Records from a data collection
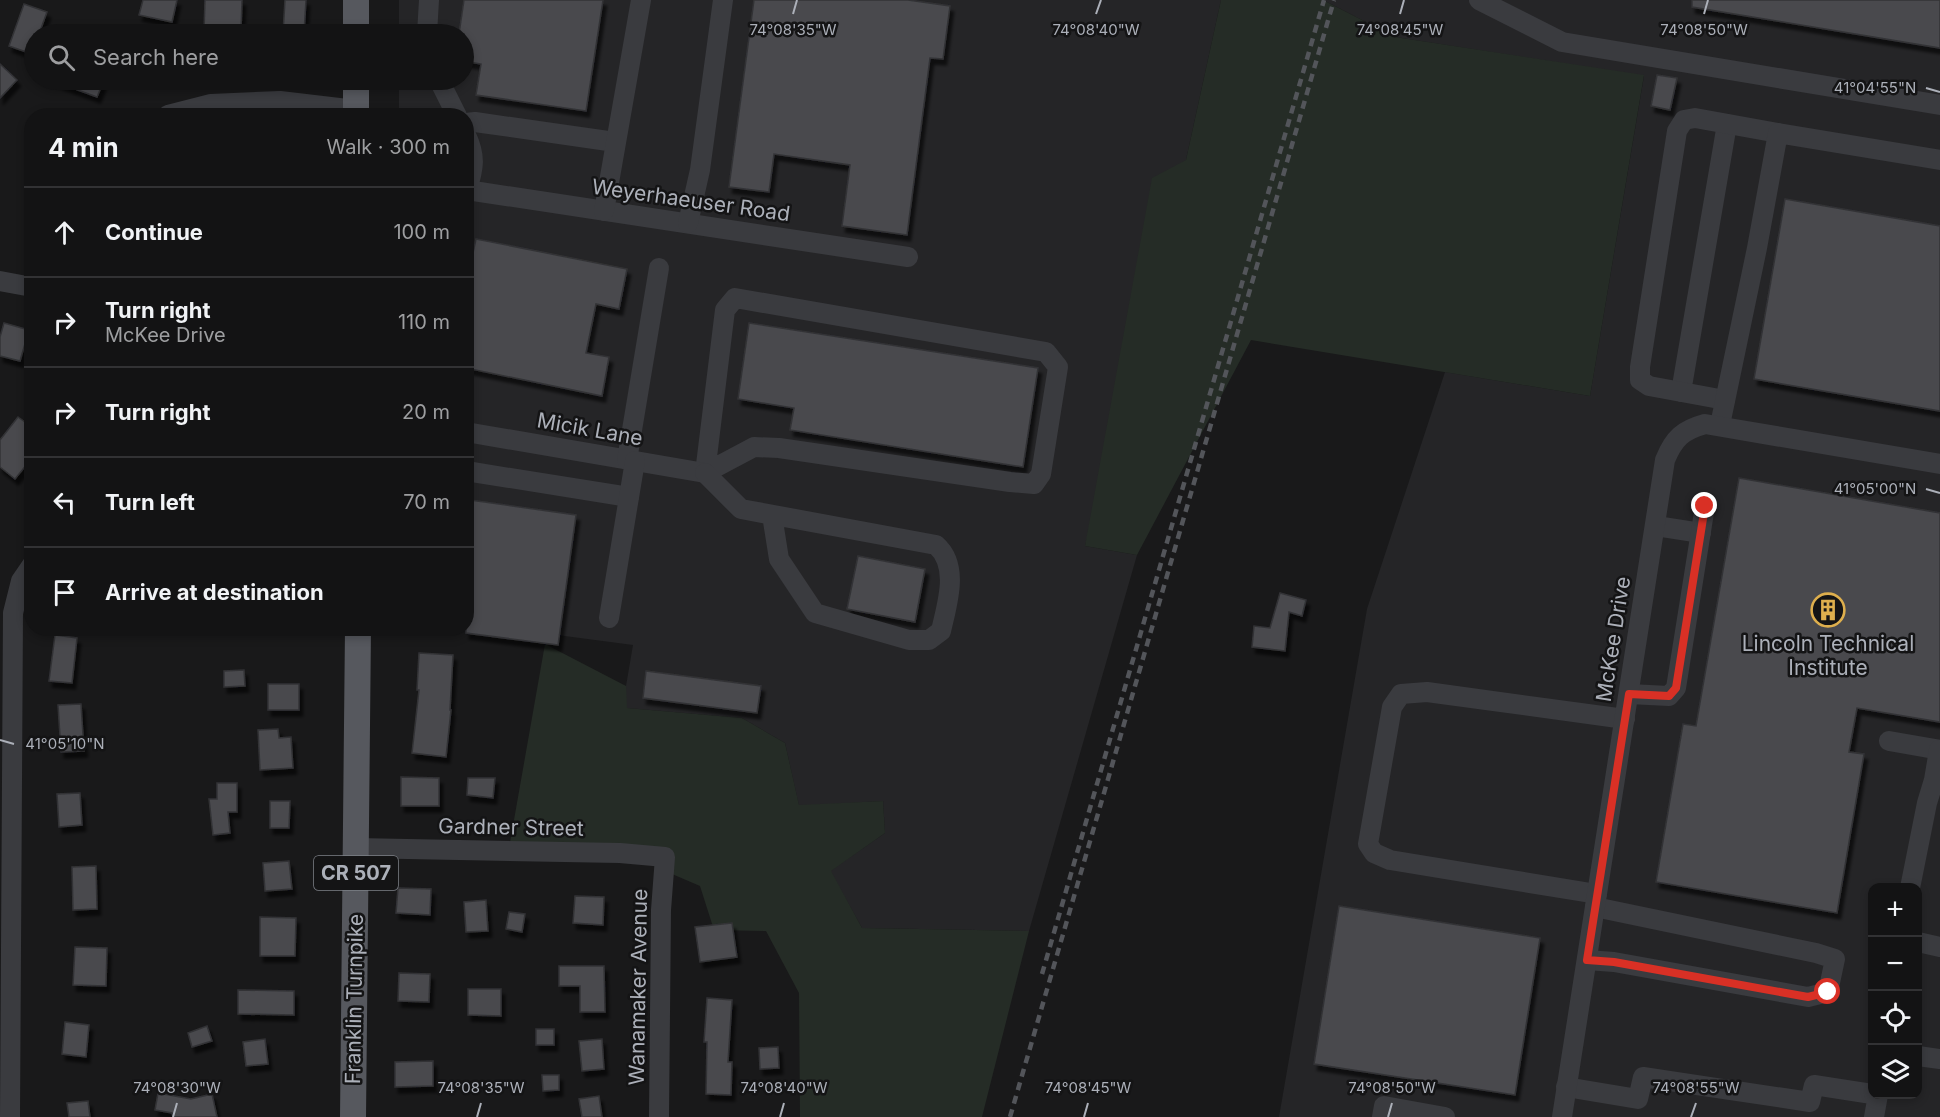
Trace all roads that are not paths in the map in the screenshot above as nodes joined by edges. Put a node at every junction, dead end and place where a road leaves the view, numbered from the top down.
1 (356, 0) edge
2 (429, 0) edge
3 (641, 0) edge
4 (723, 0) edge
5 (1479, 0) edge
6 (356, 24) edge
7 (428, 24) edge
8 (356, 90) edge
9 (444, 90) edge
10 (1940, 105) edge
11 (195, 108) edge
12 (324, 108) edge
13 (356, 108) edge
14 (453, 108) edge
15 (474, 122) edge
16 (1727, 124) junction
17 (1778, 133) junction
18 (615, 142) junction
19 (1940, 160) edge
20 (474, 191) edge
21 (604, 211) junction
22 (688, 223) junction
23 (908, 256) dead end
24 (659, 268) dead end
25 (0, 281) edge
26 (24, 286) edge
27 (1681, 392) junction
28 (1725, 400) junction
29 (1720, 426) junction
30 (474, 434) edge
31 (631, 460) junction
32 (1940, 464) edge
33 (474, 472) edge
34 (705, 473) junction
35 (629, 497) junction
36 (1705, 506) dead end
37 (772, 515) junction
38 (1656, 526) junction
39 (1701, 533) junction
40 (24, 577) edge
41 (609, 618) dead end
42 (358, 636) edge
43 (1629, 694) junction
44 (1625, 719) junction
45 (1889, 741) dead end
46 (1940, 750) edge
47 (1936, 788) edge
48 (356, 848) junction
49 (665, 857) joint
50 (1911, 883) edge
51 (1596, 900) junction
52 (1922, 943) edge
53 (1940, 947) edge
54 (1587, 960) junction
55 (1922, 1057) edge
56 (1940, 1059) edge
57 (1566, 1087) junction
58 (1868, 1094) edge
59 (1875, 1099) edge
60 (10, 1117) edge
61 (353, 1117) edge
62 (660, 1117) edge
63 (1382, 1117) edge
64 (1445, 1117) edge
65 (1562, 1117) edge
66 (1874, 1117) edge

1 - 6 main road
2 - 7 street
3 - 18 street
4 - 22 street
5 - 10 street
8 - 13 main road
9 - 14 street
11 - 12 street
15 - 18 street
16 - 17 street
16 - 27 street
16 - 27 street
17 - 19 street
17 - 28 street
18 - 21 street
20 - 21 street, Weyerhaeuser Road
21 - 22 street, Weyerhaeuser Road
22 - 23 street, Weyerhaeuser Road
24 - 31 street
25 - 26 street
27 - 28 street
28 - 29 street
29 - 32 street, McKee Drive
29 - 38 street, McKee Drive
30 - 31 street, Micik Lane
31 - 34 street, Micik Lane
31 - 35 street
33 - 35 street
34 - 34 street
34 - 37 street
35 - 41 street
36 - 39 street
37 - 37 street
38 - 39 street
38 - 43 street, McKee Drive
39 - 43 street
40 - 60 street
42 - 48 main road, Franklin Turnpike / CR 507
43 - 44 street, McKee Drive
44 - 51 street, McKee Drive
44 - 51 street
45 - 46 street
46 - 47 street
47 - 50 street
48 - 49 street, Gardner Street
48 - 61 main road, Franklin Turnpike / CR 507
49 - 62 street, Wanamaker Avenue
51 - 54 street, McKee Drive
51 - 54 street
52 - 53 street
54 - 57 street, McKee Drive
55 - 56 street
57 - 58 street
57 - 65 street, McKee Drive
59 - 66 street
63 - 64 street

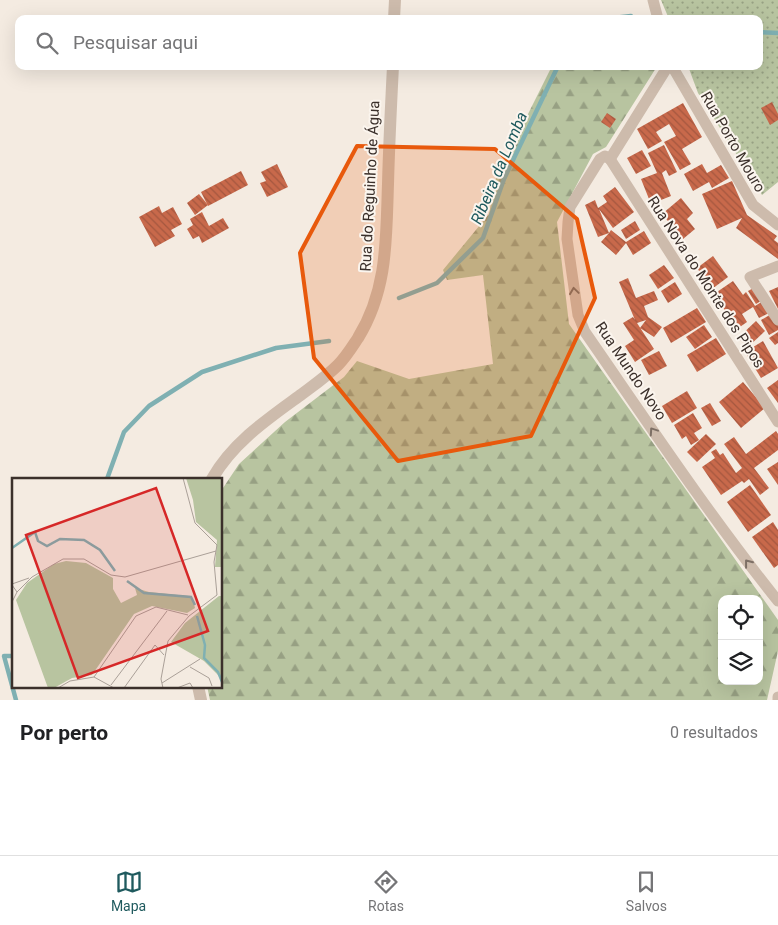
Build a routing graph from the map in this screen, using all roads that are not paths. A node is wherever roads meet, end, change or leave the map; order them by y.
1 (395, 0) edge
2 (653, 0) edge
3 (394, 15) edge
4 (657, 15) edge
5 (392, 70) edge
6 (667, 70) edge
7 (672, 70) edge
8 (610, 159) junction
9 (778, 224) edge
10 (778, 266) edge
11 (778, 320) edge
12 (778, 422) edge
13 (213, 478) edge
14 (778, 601) edge

1 - 3 street
2 - 4 street
5 - 13 street, Rua do Reguinho de Água
6 - 8 street, Rua Mundo Novo
7 - 9 street, Rua Porto Mouro
8 - 12 street, Rua Nova do Monte dos Pipos
14 -> 8 street, Rua Mundo Novo
10 - 11 street

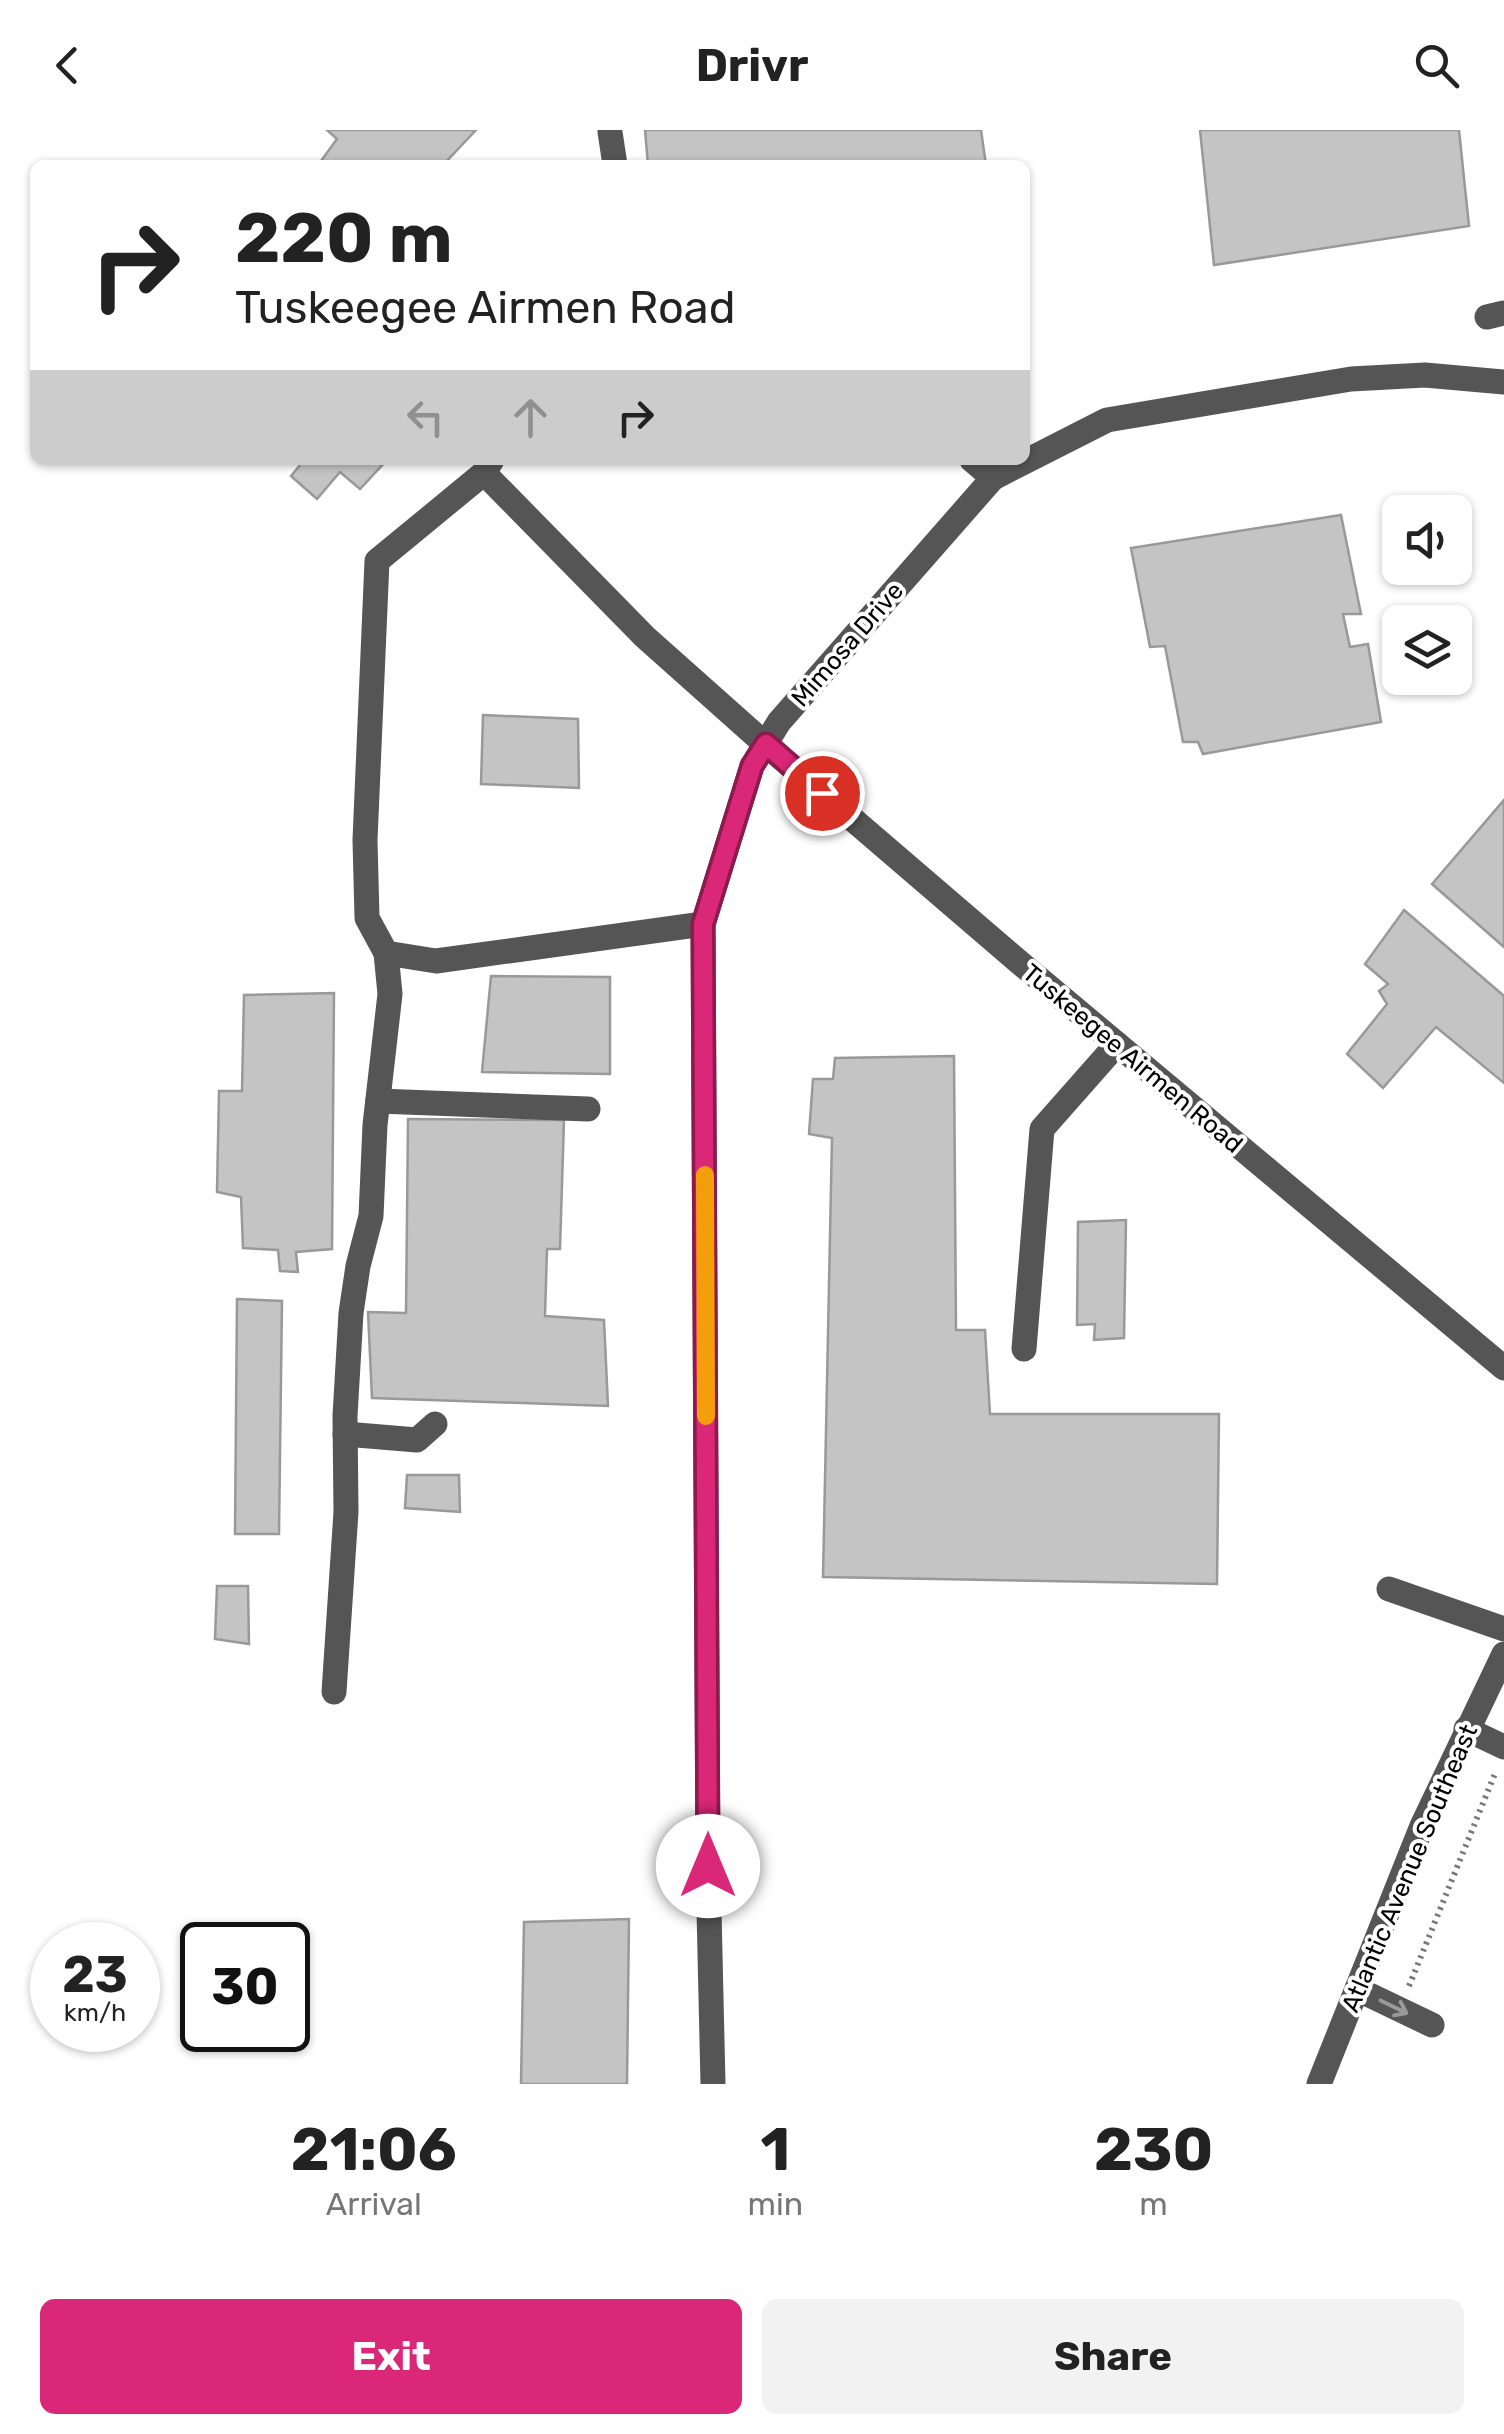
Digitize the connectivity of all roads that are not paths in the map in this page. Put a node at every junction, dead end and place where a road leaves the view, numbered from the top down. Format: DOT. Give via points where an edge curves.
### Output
graph roads {
  1 [pos="610,132"];
  2 [pos="614,160"];
  3 [pos="1504,382"];
  4 [pos="1030,459"];
  5 [pos="978,465"];
  6 [pos="1018,465"];
  7 [pos="488,466"];
  8 [pos="992,478"];
  9 [pos="766,744"];
  10 [pos="703,924"];
  11 [pos="386,953"];
  12 [pos="1117,1044"];
  13 [pos="378,1101"];
  14 [pos="588,1109"];
  15 [pos="1024,1349"];
  16 [pos="1504,1368"];
  17 [pos="435,1424"];
  18 [pos="345,1434"];
  19 [pos="1389,1589"];
  20 [pos="1504,1629"];
  21 [pos="1504,1654"];
  22 [pos="334,1692"];
  23 [pos="1466,1729"];
  24 [pos="1501,1756"];
  25 [pos="1357,1989"];
  26 [pos="1432,2025"];
  27 [pos="713,2084"];
  28 [pos="1319,2084"];
  1 -- 2 [label="street"];
  3 -- 4 [label="street" via="1426,375 1350,379 1107,420"];
  5 -- 8 [label="street"];
  6 -- 8 [label="street"];
  7 -- 9 [label="street, Tuskeegee Airmen Road" via="645,637"];
  7 -- 11 [label="street" via="377,561 367,918"];
  8 -- 9 [label="street, Mimosa Drive" via="778,722"];
  9 -- 10 [label="street, Mimosa Drive" via="752,766"];
  9 -- 12 [label="street, Tuskeegee Airmen Road"];
  10 -- 11 [label="street" via="436,961"];
  10 -- 27 [label="street, Mimosa Drive"];
  11 -- 13 [label="street" via="390,994"];
  12 -- 15 [label="street" via="1042,1129"];
  12 -- 16 [label="street, Tuskeegee Airmen Road"];
  13 -- 14 [label="street"];
  13 -- 18 [label="street" via="371,1216 351,1313"];
  17 -- 18 [label="street" via="417,1440"];
  18 -- 22 [label="street"];
  19 -- 20 [label="street"];
  21 -- 23 [label="street, Atlantic Avenue Southeast"];
  23 -- 24 [label="street"];
  23 -- 25 [label="street, Atlantic Avenue Southeast"];
  25 -- 26 [label="street, one-way"];
  25 -- 28 [label="street, Atlantic Avenue Southeast"];
}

EXERCISE OBJECTIVE – Go line by line through the data and copy any that contain "numbered".

EXERCISE RESULT –
Trace all roads that are not paths in the map in the screenshot above as nodes joined by edges. Put a node at every junction, dead end and place where a road leaves the view, numbered from the top down.
Digitize the connectivity of all roads that are not paths in the map in this page. Put a node at every junction, dead end and place where a road leaves the view, numbered from the top down. Format: DOT. Give via points where an edge curves.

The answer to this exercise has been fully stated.